Approach to evaluation of intervention in phase II
Interviews
Semi-structured interviews will be used to assess the implementation process and tailored intervention. Sample: The CEO and Director/Manager of the Occupational Health and Safety Department will be invited to participate. Data collection: Each interview will be approximately 1.5 h in length and will be conducted by the project PI and RA to ensure no important cues or interpretations are missed. The RA will take notes. The interview guide will be followed. Interviews will be tape-recorded to allow the PI and RA the opportunity to review the recording for missed information or clarification. Transcription will not be required.
Surveys
In order to assess the effectiveness of the intervention (research question #4), data collection from phase I will be repeated at the end of the intervention.

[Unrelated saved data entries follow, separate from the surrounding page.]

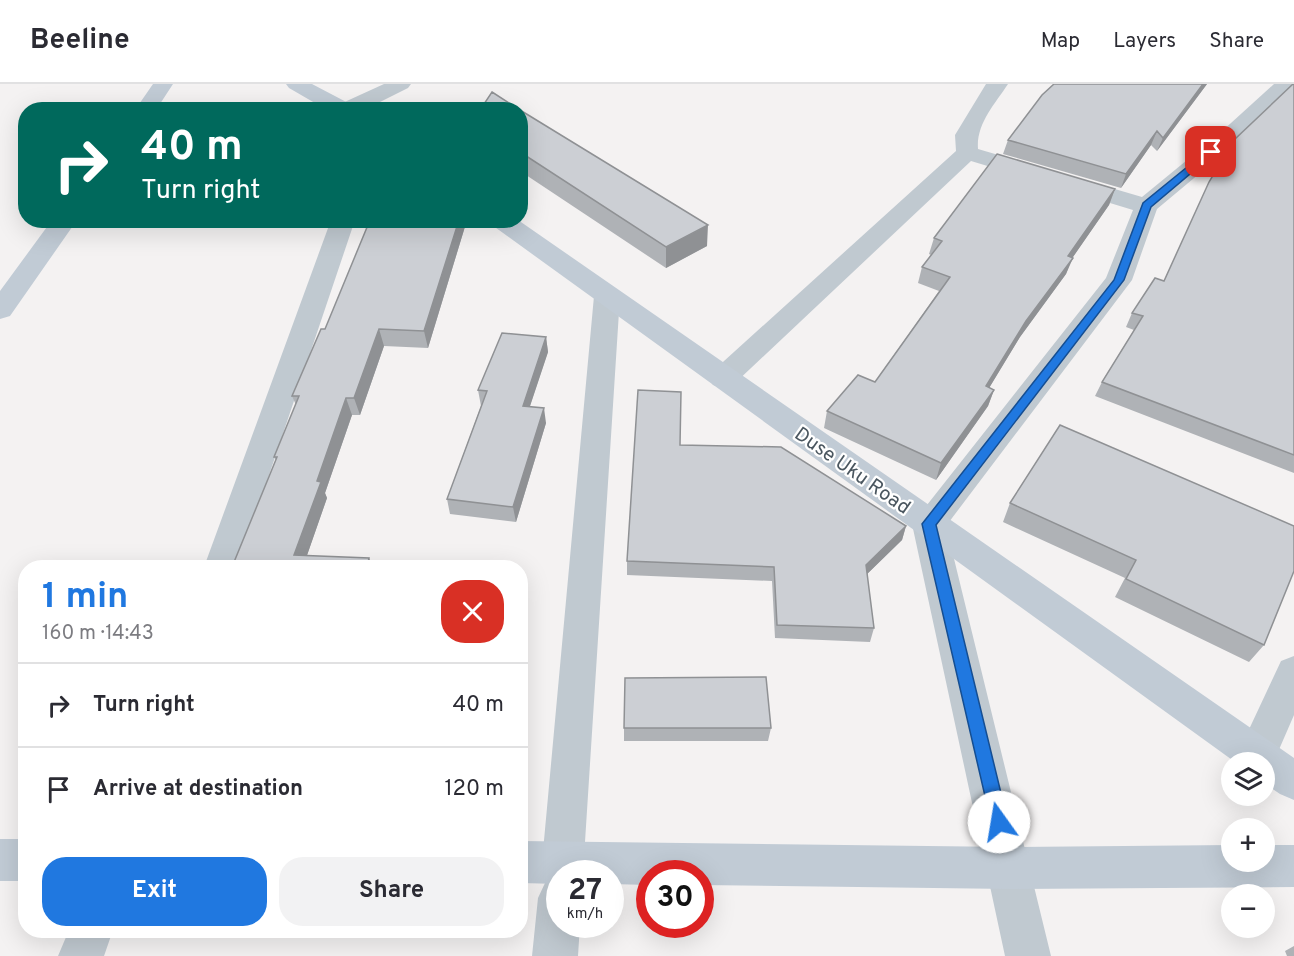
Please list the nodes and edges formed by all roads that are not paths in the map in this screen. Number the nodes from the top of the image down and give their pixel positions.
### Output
1 (163, 84) edge
2 (296, 84) edge
3 (401, 84) edge
4 (998, 84) edge
5 (1286, 84) edge
6 (151, 102) edge
7 (330, 102) edge
8 (362, 102) edge
9 (967, 153) junction
10 (1146, 206) junction
11 (58, 228) edge
12 (340, 228) edge
13 (512, 228) edge
14 (607, 296) junction
15 (0, 310) edge
16 (723, 378) junction
17 (929, 524) junction
18 (223, 560) edge
19 (1294, 672) edge
20 (1253, 752) edge
21 (1258, 752) edge
22 (1275, 768) edge
23 (1294, 781) edge
24 (0, 860) edge
25 (18, 860) edge
26 (562, 860) edge
27 (528, 865) edge
28 (1294, 866) edge
29 (1010, 868) junction
30 (546, 872) edge
31 (624, 877) edge
32 (88, 938) edge
33 (556, 938) edge
34 (81, 956) edge
35 (555, 956) edge
36 (1028, 956) edge

1 - 6 street
2 - 7 street
3 - 8 street
4 - 9 street
5 - 10 street
9 - 10 street
9 - 16 street
10 - 17 street
11 - 15 street
12 - 18 street
13 - 14 street, Duse Uku Road
14 - 16 street, Duse Uku Road
14 - 26 street
16 - 17 street, Duse Uku Road
17 - 20 street, Duse Uku Road
17 - 29 street
19 - 21 street
22 - 23 street, Duse Uku Road
24 - 25 street
27 - 30 street
28 - 29 street
29 - 31 street
29 - 36 street
32 - 34 street
33 - 35 street

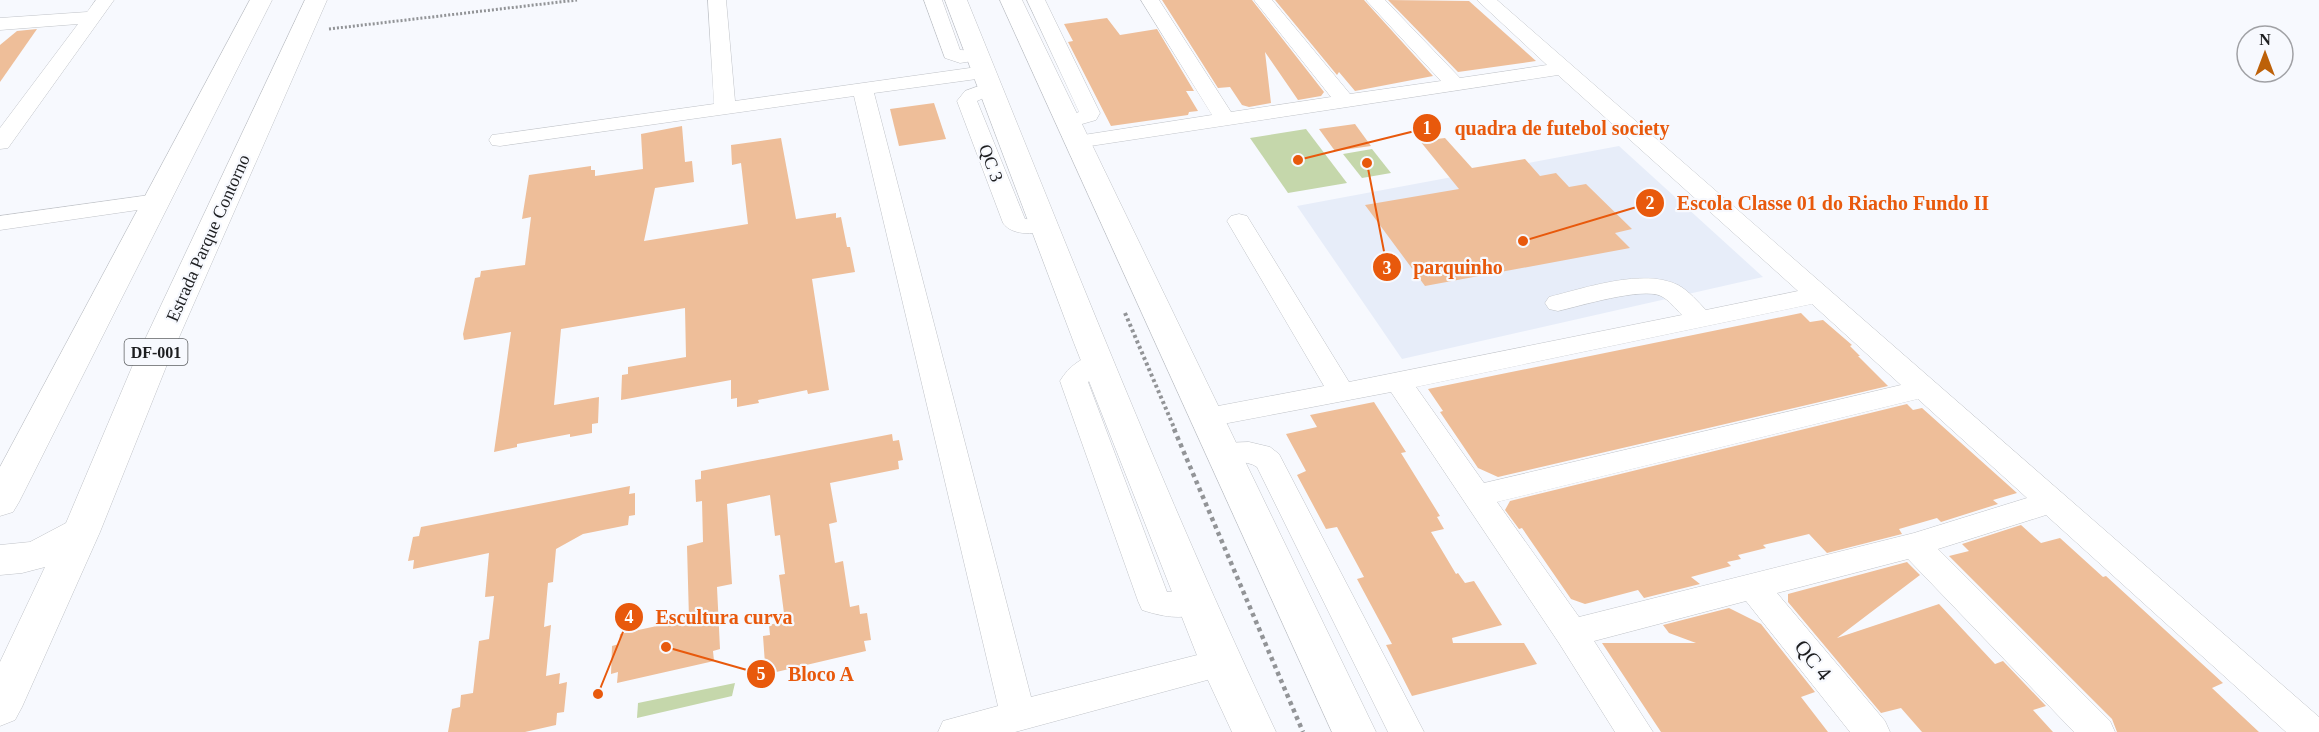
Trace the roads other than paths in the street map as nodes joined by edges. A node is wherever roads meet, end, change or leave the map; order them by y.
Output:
1 (105, 0) edge
2 (261, 0) edge
3 (316, 0) edge
4 (717, 0) edge
5 (1150, 0) edge
6 (1263, 0) edge
7 (1375, 0) edge
8 (1486, 0) edge
9 (1502, 0) edge
10 (985, 4) edge
11 (0, 24) edge
12 (87, 24) junction
13 (0, 41) edge
14 (1563, 68) junction
15 (984, 72) junction
16 (1454, 83) junction
17 (863, 90) junction
18 (1345, 101) junction
19 (725, 109) junction
20 (1225, 119) junction
21 (1073, 132) junction
22 (500, 140) dead end
23 (0, 143) edge
24 (157, 201) junction
25 (1239, 221) dead end
26 (0, 224) edge
27 (1819, 295) junction
28 (1558, 303) dead end
29 (1701, 320) junction
30 (1398, 382) junction
31 (1922, 390) junction
32 (1341, 392) junction
33 (1207, 417) junction
34 (1225, 453) junction
35 (10, 464) edge
36 (1477, 496) junction
37 (0, 502) edge
38 (2052, 502) junction
39 (81, 532) junction
40 (1914, 545) junction
41 (0, 560) edge
42 (1754, 588) junction
43 (1570, 633) junction
44 (1221, 663) junction
45 (1, 698) edge
46 (2319, 714) edge
47 (1018, 716) junction
48 (1247, 729) edge
49 (956, 732) edge
50 (1354, 732) edge
51 (1406, 732) edge
52 (1635, 732) edge
53 (1872, 732) edge
54 (2097, 732) edge
55 (2311, 732) edge

1 - 12 street
2 - 24 main road
3 - 39 main road, Estrada Parque Contorno / DF-001
4 - 19 street
5 - 20 street
6 - 18 street
7 - 16 street
8 - 14 street
9 - 46 street
10 - 15 main road
10 - 21 main road
11 - 12 street
12 - 13 street
12 - 23 street
14 - 16 street
14 - 27 street
15 - 17 street
15 - 44 main road
16 - 18 street
17 - 19 street
17 - 47 street
18 - 20 street
19 - 22 street
20 - 21 street
21 - 33 main road
24 - 26 street
24 - 35 main road
25 - 32 street
27 - 29 street
27 - 31 street
28 - 29 street
29 - 30 street
30 - 32 street
30 - 36 street
31 - 36 street
31 - 38 street
32 - 33 street
33 - 34 main road
34 - 50 main road
34 - 51 street
35 - 37 main road
36 - 43 street
38 - 40 street
38 - 55 street
39 - 41 main road
39 - 45 main road, Estrada Parque Contorno / DF-001
40 - 42 street
40 - 54 street
42 - 43 street
42 - 53 street, QC 4
43 - 52 street
44 - 47 street
44 - 48 main road
47 - 49 street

Sample: Surveys will be distributed to all employees to assess for overall changes pre- and post-intervention. For participants who completed surveys in both time points, data will be linked in order to assess change over time. Data analysis: Descriptive statistics will be used to summarize the characteristics of participants. Means and standard deviations will be calculated for each dimension. An algorithm will be used to calculate a score for each of the nine dimensions, zero being the worst score and ten being the best score. These scores will then be plotted on a graph presenting an overall ‘snapshot’ of the organization’s current health and safety climate. Reliability analysis, using Cronbach’s alpha, will be conducted on the multi-item scales to determine the reliability of the measurement tools in this sample. Frequencies and percentages will be used to summarize the evaluation of the OHSMS. Paired t-tests will be used to test for significant changes in each variable measured with participants who completed surveys at both time periods. Unpaired t-tests will also be conducted on the pre- and post-intervention data to allow for the inclusion of data from individuals who only participated in one data collection period.
End of phase II
Following the completion and analysis of the interviews, document review, administrative data and survey, a final teleconference will take place with the entire team one month prior to the final symposium to review the results, discuss recommendations, and prepare the final report. A final one-day symposium will be held with all team members in the final month. Knowledge users who were not part of the project (e.g. non-participant hospitals and healthcare organizations) and policy makers (e.g. representatives from Ministry of Labour (MOL), Ministry of Health and Long-term Care (MOHLTC), Ontario Hospital Association (OHA)) will be invited to the one-day symposium. The purpose of the symposium will be to present the project results and ensure the results are made available to all healthcare organizations and future government initiatives.